[The input Boundary: Start]

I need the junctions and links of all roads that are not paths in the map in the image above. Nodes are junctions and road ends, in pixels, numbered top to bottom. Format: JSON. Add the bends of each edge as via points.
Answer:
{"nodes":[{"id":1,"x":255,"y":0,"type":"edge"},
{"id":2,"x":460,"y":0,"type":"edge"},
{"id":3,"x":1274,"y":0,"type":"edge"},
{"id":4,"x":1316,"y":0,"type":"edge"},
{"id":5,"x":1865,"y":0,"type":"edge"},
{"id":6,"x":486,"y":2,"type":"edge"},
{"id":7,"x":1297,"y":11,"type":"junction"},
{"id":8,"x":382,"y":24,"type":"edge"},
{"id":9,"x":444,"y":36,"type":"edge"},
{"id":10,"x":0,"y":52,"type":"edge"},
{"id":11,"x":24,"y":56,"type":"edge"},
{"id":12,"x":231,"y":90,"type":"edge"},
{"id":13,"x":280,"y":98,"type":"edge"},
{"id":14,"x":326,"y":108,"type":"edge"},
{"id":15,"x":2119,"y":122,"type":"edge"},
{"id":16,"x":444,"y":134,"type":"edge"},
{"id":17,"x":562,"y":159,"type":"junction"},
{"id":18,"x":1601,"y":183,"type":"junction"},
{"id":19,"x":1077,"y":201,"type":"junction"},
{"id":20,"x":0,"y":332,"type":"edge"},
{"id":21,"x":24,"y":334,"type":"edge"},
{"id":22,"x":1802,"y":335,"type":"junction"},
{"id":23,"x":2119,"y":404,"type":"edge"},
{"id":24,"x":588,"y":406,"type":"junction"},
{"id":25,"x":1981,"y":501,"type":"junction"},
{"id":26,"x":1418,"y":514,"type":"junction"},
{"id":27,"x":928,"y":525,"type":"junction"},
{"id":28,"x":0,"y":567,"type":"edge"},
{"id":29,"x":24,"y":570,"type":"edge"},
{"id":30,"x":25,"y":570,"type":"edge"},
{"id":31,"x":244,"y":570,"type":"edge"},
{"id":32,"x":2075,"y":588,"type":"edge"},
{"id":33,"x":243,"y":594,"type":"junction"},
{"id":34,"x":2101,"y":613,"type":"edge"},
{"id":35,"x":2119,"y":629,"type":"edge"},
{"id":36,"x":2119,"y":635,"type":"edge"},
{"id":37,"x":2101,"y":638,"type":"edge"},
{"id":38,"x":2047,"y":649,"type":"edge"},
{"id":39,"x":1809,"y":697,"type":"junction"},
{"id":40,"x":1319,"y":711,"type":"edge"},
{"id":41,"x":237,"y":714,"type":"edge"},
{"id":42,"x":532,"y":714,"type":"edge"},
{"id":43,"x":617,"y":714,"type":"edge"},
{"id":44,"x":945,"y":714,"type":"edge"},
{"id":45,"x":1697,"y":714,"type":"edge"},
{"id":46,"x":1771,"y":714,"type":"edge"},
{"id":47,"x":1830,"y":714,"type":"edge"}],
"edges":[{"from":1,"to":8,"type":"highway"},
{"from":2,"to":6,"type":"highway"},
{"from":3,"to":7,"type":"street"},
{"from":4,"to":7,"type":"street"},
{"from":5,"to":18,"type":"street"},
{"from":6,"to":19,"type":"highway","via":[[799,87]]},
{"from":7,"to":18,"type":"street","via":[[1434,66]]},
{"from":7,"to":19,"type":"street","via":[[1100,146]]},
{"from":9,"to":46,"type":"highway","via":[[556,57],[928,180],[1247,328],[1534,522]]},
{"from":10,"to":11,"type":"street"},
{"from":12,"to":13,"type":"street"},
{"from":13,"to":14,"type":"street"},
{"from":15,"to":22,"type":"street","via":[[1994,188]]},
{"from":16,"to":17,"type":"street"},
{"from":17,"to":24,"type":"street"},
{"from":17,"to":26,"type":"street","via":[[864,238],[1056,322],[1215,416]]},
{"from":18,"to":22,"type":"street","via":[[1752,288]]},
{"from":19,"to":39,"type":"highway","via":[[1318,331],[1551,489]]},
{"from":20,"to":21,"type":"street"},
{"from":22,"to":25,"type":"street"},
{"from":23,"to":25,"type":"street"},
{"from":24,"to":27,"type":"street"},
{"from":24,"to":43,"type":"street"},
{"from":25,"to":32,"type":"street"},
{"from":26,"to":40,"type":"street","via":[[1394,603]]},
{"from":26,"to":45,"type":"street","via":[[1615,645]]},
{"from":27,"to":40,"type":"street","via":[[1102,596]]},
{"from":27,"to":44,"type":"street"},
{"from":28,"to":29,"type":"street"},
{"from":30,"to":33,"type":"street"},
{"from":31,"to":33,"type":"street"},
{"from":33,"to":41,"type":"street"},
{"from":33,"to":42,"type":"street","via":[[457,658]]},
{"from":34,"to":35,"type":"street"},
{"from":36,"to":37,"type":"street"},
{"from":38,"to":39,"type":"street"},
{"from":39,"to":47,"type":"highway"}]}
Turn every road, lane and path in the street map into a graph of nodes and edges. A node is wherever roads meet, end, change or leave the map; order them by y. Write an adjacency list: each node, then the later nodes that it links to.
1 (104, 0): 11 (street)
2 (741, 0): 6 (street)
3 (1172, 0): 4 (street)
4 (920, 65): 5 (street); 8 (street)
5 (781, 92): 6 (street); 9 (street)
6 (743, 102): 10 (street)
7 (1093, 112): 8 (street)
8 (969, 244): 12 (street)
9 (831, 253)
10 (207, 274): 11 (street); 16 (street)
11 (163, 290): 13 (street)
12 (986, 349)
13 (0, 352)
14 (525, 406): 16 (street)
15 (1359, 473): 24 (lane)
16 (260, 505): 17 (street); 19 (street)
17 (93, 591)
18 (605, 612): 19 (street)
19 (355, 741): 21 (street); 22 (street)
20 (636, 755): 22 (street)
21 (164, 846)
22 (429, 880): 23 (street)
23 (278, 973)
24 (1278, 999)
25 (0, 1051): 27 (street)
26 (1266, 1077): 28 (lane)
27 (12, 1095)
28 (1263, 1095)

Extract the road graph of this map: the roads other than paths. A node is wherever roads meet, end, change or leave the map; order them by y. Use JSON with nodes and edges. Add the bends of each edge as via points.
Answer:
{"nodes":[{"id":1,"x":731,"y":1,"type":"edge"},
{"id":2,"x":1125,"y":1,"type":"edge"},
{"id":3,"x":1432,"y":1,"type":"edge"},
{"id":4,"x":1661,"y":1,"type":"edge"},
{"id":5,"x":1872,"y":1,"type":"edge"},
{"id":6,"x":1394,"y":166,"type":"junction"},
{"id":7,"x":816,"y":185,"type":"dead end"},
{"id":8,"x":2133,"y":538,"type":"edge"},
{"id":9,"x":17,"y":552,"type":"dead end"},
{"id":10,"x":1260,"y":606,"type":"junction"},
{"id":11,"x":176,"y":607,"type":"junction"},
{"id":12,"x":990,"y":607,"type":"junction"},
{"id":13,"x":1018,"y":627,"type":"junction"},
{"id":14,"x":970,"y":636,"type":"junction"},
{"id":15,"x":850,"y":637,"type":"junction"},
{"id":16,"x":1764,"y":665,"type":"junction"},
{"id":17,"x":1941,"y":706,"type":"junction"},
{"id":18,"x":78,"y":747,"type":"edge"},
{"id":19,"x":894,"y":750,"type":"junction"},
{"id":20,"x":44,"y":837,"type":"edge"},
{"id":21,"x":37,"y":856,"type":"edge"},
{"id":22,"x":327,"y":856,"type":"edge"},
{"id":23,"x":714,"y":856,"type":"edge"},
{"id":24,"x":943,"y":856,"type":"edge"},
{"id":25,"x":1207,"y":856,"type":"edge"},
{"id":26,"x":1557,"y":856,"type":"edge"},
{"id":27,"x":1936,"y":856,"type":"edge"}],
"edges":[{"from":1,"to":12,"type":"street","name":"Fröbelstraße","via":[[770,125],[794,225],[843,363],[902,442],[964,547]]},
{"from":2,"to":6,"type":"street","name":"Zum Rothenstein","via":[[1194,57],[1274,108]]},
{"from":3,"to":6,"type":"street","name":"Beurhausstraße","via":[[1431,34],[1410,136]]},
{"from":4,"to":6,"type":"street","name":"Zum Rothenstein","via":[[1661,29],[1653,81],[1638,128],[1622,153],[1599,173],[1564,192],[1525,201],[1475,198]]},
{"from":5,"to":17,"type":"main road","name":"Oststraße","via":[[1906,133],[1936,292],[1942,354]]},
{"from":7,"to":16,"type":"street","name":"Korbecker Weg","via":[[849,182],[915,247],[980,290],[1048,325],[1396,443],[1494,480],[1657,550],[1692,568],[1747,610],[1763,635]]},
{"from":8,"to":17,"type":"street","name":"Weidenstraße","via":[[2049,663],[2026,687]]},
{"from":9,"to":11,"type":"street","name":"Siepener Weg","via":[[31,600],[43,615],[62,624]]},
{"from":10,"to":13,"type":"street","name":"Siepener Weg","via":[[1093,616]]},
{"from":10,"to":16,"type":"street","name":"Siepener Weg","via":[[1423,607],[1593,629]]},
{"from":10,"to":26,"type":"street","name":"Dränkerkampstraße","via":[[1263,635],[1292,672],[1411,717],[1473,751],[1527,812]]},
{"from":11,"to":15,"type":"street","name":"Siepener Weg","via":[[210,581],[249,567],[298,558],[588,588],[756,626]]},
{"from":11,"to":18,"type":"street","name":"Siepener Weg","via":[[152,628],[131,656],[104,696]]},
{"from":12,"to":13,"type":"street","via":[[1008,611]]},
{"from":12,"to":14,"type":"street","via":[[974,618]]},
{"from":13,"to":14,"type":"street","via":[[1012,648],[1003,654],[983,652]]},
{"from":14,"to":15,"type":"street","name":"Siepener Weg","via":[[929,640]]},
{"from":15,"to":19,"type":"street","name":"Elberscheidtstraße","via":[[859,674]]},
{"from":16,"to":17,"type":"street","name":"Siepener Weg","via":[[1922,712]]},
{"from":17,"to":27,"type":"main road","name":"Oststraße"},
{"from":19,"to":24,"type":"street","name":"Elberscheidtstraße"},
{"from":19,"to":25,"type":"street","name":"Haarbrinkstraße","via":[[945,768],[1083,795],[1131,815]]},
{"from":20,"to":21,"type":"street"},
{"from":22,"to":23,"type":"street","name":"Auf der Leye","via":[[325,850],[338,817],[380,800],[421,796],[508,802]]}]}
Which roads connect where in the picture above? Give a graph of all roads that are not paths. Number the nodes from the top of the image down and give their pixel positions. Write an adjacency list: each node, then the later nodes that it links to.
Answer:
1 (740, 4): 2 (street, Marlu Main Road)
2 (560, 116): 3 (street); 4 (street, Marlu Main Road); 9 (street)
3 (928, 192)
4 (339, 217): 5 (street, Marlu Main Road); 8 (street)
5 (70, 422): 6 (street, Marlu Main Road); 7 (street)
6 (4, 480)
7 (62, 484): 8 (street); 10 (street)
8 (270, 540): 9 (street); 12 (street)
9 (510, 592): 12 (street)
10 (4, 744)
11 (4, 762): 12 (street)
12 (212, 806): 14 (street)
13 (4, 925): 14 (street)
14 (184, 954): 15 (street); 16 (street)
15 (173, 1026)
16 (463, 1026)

[The input Boundary: End]

* Work order
Look for the string "bends" in the data above and return every line that has it.

* Answer box
I need the junctions and links of all roads that are not paths in the map in the image above. Nodes are junctions and road ends, in pixels, numbered top to bottom. Format: JSON. Add the bends of each edge as via points.
Extract the road graph of this map: the roads other than paths. A node is wherever roads meet, end, change or leave the map; order them by y. Use JSON with nodes and edges. Add the bends of each edge as via points.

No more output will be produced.